Records from a dataset:
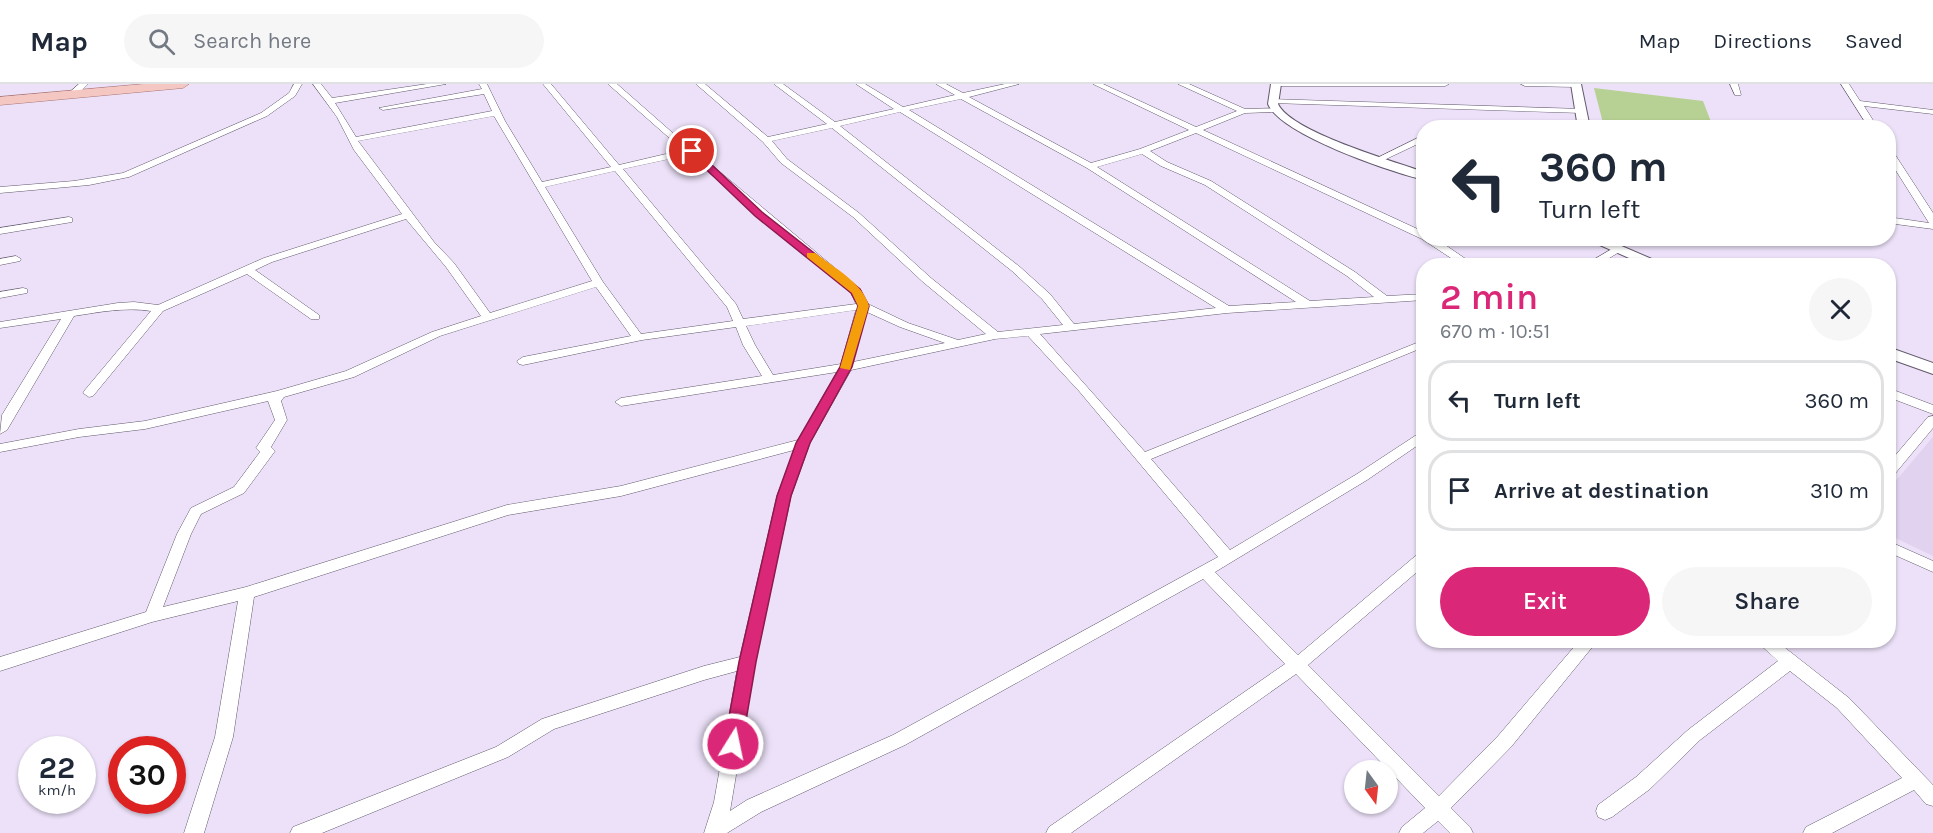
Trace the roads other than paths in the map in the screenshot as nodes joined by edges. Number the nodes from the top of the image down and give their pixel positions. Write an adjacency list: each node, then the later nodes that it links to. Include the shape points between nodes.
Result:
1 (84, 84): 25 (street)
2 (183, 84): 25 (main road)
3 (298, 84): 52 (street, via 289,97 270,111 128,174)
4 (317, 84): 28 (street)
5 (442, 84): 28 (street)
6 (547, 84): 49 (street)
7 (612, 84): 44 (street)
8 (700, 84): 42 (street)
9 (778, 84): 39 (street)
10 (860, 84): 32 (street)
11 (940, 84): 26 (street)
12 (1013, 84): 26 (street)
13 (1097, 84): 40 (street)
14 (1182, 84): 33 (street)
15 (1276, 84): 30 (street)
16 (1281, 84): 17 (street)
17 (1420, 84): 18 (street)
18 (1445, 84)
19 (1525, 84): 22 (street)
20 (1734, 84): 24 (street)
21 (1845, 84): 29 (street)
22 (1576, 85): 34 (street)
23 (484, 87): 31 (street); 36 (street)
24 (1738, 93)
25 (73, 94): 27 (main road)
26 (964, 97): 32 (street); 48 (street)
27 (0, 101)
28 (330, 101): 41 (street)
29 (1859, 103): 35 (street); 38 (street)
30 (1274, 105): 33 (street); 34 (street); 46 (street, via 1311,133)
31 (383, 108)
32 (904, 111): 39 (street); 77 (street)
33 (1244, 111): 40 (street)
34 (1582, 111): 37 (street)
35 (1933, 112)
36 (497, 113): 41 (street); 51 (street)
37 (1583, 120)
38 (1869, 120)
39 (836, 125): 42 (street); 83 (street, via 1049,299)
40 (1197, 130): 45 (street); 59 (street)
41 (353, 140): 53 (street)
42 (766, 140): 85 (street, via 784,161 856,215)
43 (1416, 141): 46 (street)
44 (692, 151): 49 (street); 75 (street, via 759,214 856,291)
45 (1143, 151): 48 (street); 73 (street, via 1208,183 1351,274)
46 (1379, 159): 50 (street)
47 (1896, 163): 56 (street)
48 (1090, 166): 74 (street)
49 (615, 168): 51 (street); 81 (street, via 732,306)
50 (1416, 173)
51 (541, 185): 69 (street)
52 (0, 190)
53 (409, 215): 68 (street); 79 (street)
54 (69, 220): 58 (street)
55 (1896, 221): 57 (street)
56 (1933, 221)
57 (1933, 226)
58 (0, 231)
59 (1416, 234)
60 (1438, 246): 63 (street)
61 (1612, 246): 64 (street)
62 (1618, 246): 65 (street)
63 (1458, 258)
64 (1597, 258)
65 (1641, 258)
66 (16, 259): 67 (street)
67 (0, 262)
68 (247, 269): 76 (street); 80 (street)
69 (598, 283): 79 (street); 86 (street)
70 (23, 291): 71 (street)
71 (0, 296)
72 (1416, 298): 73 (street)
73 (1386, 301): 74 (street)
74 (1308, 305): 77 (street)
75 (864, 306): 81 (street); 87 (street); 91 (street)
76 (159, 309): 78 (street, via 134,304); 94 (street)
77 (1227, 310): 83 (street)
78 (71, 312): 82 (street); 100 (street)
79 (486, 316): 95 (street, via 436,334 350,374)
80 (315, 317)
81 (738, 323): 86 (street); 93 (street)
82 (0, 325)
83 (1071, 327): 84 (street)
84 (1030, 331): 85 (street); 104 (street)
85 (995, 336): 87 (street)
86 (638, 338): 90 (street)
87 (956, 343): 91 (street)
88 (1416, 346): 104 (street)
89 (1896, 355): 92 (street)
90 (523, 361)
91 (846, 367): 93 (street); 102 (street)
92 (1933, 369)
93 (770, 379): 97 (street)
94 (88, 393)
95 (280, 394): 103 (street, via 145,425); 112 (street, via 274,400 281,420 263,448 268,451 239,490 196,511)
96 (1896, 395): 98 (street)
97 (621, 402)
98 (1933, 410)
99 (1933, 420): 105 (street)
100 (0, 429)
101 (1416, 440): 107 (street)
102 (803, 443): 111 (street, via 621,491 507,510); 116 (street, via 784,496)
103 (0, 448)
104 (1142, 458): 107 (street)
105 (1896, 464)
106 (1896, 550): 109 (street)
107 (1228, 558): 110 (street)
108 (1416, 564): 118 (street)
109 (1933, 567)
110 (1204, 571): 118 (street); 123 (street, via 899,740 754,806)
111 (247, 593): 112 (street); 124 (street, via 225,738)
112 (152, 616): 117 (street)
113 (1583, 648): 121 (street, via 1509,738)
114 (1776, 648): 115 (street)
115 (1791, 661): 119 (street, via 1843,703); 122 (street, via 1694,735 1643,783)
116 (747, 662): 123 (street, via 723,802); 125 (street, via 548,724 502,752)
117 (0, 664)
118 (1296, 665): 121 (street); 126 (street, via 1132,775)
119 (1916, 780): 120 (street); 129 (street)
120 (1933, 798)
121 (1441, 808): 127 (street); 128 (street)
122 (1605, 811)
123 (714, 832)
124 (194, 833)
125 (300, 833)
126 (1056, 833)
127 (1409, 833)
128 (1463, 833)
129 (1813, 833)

**Work instruction**
All lines in the records above with "main" need to be found and copied.

**Task result**
2 (183, 84): 25 (main road)
25 (73, 94): 27 (main road)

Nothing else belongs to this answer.